In the first paper, I derive a randomization-based likelihood function in which Bayesian inference of causal effects is justified by the experimental design. I formally show that, under weak conditions on a prior distribution, as the number of experimental subjects increases indefinitely, the resulting sequence of posterior distributions converges in probability to the true causal effect. This result, typically known as the Bernstein-von Mises theorem, has been derived in the context of parametric models. Yet randomized experiments are especially credible precisely because they do not require such assumptions. Proving this result in the context of randomized experiments enables scholars to quantify how much they learn from experiments without sacrificing the design-based properties that make inferences from experiments especially credible in the first place.
Having derived a randomization-based likelihood function in the first paper, the second paper turns to the calibration of a prior distribution for a target experiment based on past experimental results. In this paper, I show that usual methods for analyzing randomized experiments are equivalent to presuming that no prior knowledge exists, which inhibits knowledge accumulation from prior to future experiments. I therefore develop a methodology by which scholars can (1) turn results of past experiments into a prior distribution for a target experiment and (2) quantify the degree of learning in the target experiment after updating prior beliefs via a randomization-based likelihood function.
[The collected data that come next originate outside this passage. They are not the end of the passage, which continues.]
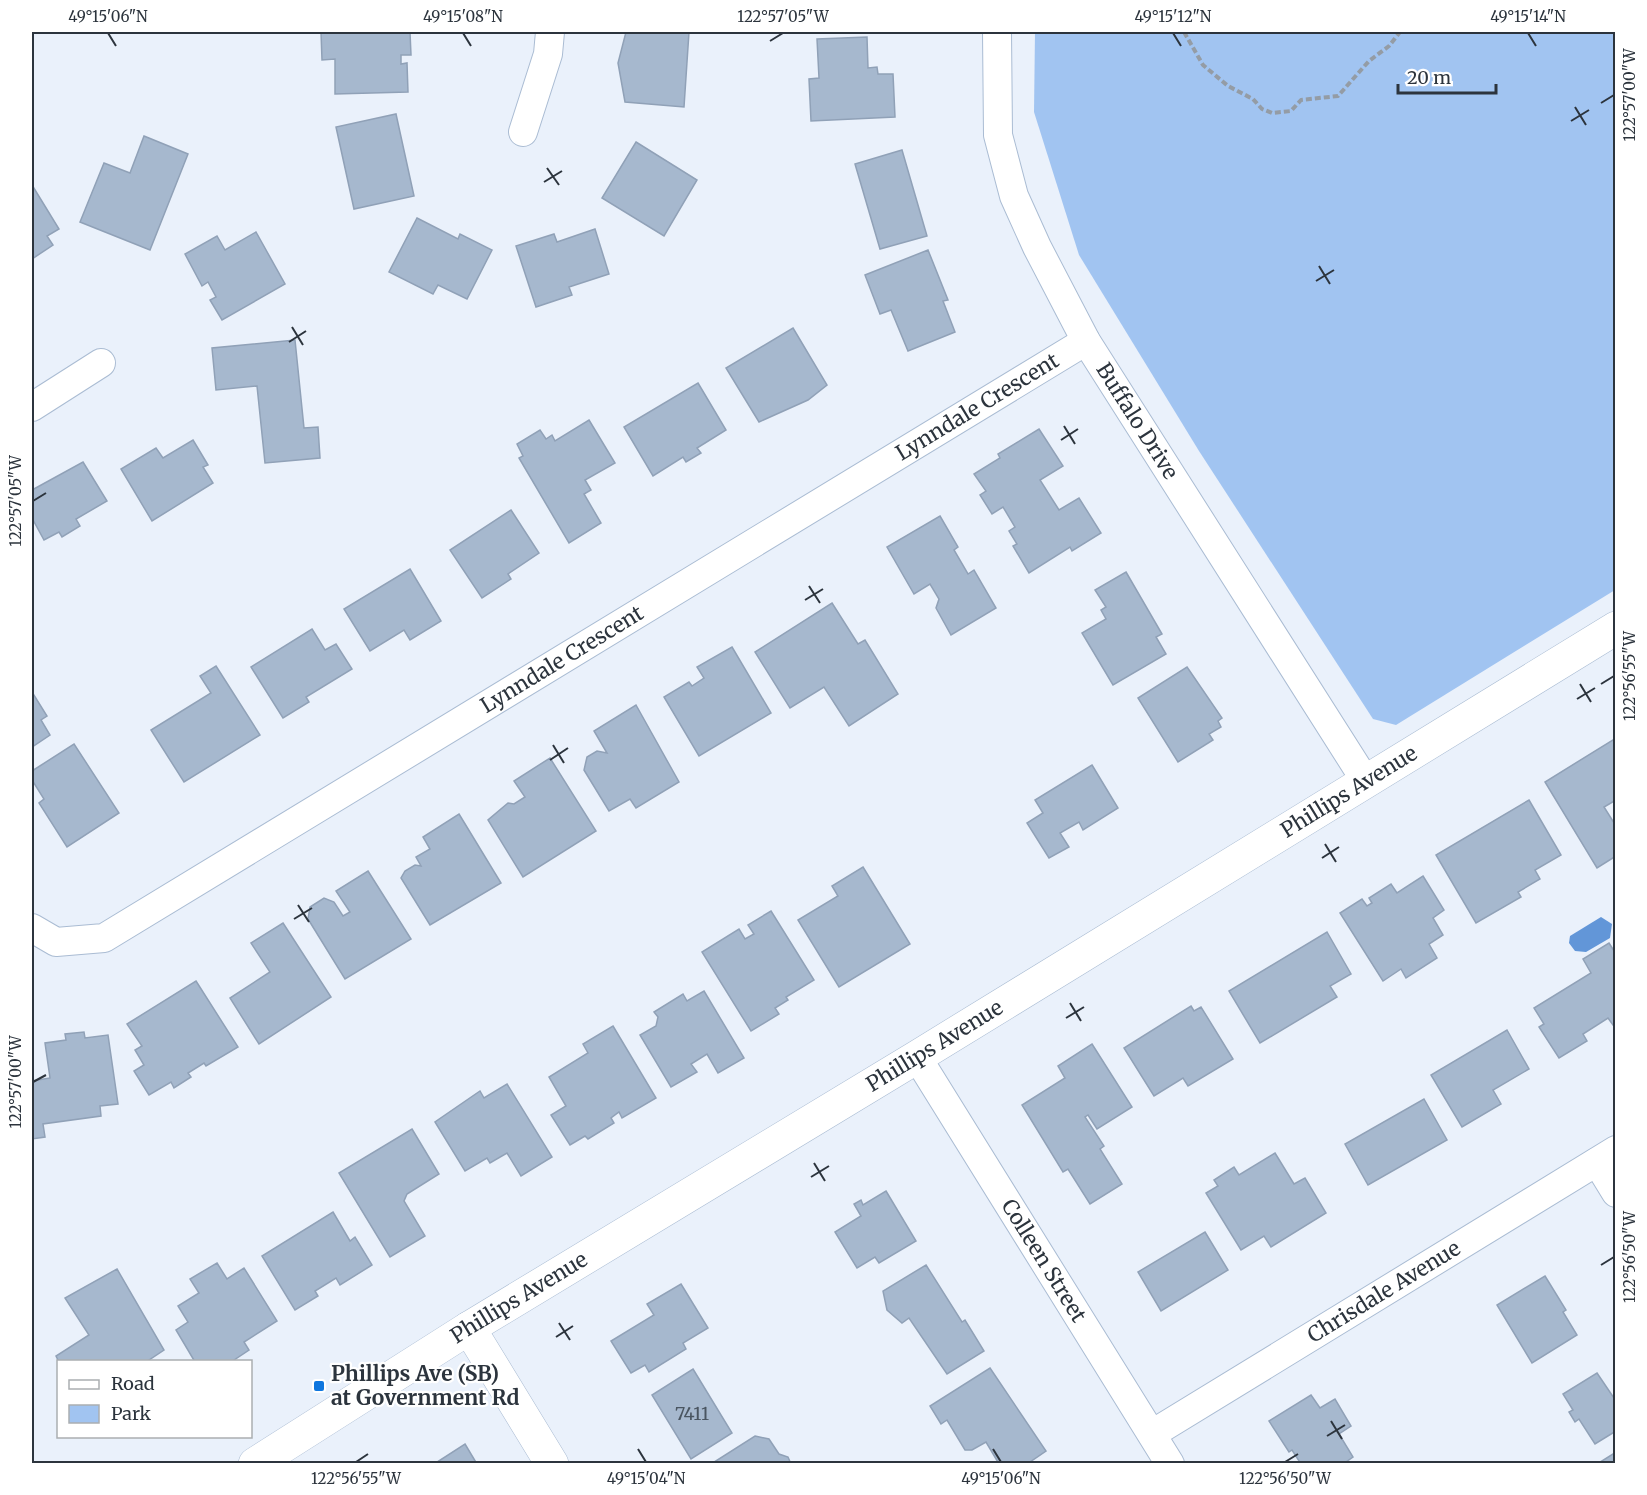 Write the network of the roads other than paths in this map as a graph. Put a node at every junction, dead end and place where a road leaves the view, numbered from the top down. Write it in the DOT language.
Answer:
graph roads {
  1 [pos="550,32"];
  2 [pos="997,32"];
  3 [pos="523,132"];
  4 [pos="1086,341"];
  5 [pos="101,363"];
  6 [pos="32,407"];
  7 [pos="1616,628"];
  8 [pos="1365,780"];
  9 [pos="32,928"];
  10 [pos="917,1058"];
  11 [pos="1606,1156"];
  12 [pos="1616,1192"];
  13 [pos="468,1328"];
  14 [pos="1152,1434"];
  15 [pos="255,1464"];
  16 [pos="552,1464"];
  17 [pos="1170,1464"];
  1 -- 3 [label="street"];
  2 -- 4 [label="street, Buffalo Drive"];
  4 -- 8 [label="street, Buffalo Drive"];
  4 -- 9 [label="street, Lynndale Crescent"];
  5 -- 6 [label="street"];
  7 -- 8 [label="street, Phillips Avenue"];
  8 -- 10 [label="street, Phillips Avenue"];
  10 -- 13 [label="street, Phillips Avenue"];
  10 -- 14 [label="street, Colleen Street"];
  11 -- 12 [label="street"];
  11 -- 14 [label="street, Chrisdale Avenue"];
  13 -- 15 [label="street, Phillips Avenue"];
  13 -- 16 [label="street"];
  14 -- 17 [label="street, Colleen Street"];
}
I implement this methodology in an original audit experiment conducted in 2020 and show the amount of Bayesian learning that results relative to information from past experiments. Large Bayesian learning and statistical significance do not always coincide, and learning is greatest among theoretically important subgroups of legislators for which relatively less prior information exists. The accumulation of knowledge about these subgroups, specifically Black and Latino legislators, carries implications about the extent to which descriptive representation operates not only within, but also between minority groups.
In the third paper, I turn away from randomized experiments toward observational studies, specifically the Difference-in-Differences (DID) design. I show that DID’s central assumption of parallel trends poses a neglected problem for causal inference: Counterfactual uncertainty, due to the inability to observe counterfactual outcomes, is hard to quantify since DID is based on parallel trends, not an as-if-randomized assumption. Hence, standard errors and ?-values are too small since they reflect only sampling uncertainty due to the inability to observe all units in a population. Recognizing this problem, scholars have recently attempted to develop inferential methods for DID under an as-if-randomized assumption. In this paper, I show that this approach is ill-suited for the most canonical DID designs and also requires conducting inference on an ill-defined estimand. I instead develop an empirical Bayes’ procedure that is able to accommodate both sampling and counterfactual uncertainty under the DIDs core identification assumption. The overall method is straightforward to implement and I apply it to a study on the effect of terrorist attacks on electoral outcomes.